What’s next in the evolution of data storage?

Is there any chance of a new paradigm that will revolutionize the way data is stored and consumed once again? Nothing is less certain: the three existing models – block storage, file system and object storage – cover all current market needs. Object Storage, which is more recent, is probably the one that has the brightest future in terms of data volume. But there is still work to be done to keep all the promises of the concept and improve usability, if Object Storage is to become truly widespread. Block storage and file system, on the other hand, will have to keep pace with the ever-increasing demand for performance.

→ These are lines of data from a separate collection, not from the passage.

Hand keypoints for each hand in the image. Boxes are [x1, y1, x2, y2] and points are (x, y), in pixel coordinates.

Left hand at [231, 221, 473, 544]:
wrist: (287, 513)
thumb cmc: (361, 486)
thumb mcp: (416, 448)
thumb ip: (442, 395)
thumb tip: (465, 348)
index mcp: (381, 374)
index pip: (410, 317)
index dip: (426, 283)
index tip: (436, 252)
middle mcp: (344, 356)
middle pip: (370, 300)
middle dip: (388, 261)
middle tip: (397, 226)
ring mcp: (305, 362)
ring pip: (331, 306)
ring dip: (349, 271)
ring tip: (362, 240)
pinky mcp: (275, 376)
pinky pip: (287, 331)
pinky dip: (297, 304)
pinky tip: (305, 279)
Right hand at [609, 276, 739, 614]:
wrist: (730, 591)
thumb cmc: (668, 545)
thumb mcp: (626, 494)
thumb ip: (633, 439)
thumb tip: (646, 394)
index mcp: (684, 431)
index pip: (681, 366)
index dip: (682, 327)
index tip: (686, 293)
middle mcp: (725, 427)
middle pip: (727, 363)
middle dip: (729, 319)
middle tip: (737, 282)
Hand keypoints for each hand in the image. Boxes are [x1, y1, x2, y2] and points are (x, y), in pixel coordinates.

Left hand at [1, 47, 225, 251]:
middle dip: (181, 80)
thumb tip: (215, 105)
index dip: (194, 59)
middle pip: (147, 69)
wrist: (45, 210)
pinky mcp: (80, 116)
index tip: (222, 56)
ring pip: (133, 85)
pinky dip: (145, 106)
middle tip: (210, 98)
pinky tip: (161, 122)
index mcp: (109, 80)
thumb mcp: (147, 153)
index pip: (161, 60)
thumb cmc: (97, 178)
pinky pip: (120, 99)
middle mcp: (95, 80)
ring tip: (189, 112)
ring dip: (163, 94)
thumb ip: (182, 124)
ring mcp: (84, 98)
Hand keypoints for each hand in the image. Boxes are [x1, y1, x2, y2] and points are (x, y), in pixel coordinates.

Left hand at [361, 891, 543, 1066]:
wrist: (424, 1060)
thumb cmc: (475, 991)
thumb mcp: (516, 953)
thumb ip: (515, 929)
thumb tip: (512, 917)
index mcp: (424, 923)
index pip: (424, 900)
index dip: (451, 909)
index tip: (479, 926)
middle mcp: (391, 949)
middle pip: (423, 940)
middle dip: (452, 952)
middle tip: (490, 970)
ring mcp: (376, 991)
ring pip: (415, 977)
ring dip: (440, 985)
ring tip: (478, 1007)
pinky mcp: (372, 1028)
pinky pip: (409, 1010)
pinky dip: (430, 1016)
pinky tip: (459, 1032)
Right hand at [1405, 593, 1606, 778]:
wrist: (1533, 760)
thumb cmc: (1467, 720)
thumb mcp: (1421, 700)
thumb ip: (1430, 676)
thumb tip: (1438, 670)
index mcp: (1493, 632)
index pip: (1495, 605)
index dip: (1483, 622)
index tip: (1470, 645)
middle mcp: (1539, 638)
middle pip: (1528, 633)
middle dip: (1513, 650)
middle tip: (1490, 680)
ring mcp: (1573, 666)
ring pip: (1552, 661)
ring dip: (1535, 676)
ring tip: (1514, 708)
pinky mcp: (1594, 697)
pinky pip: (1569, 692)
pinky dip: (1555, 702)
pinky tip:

In recent years, we have seen a step backwards, consisting in re-associating storage and compute, with the so-called “hyper-converged” offers which bring the disks as close as possible to the hypervisors (virtual machine monitors) to reduce latency. But, once again, we are now back to disintegration, with the MVMe over Fabric (NVMe-oF) protocol, a model that Gartner calls “shared accelerated storage”.

The evolution of data storage is far from over. To be continued!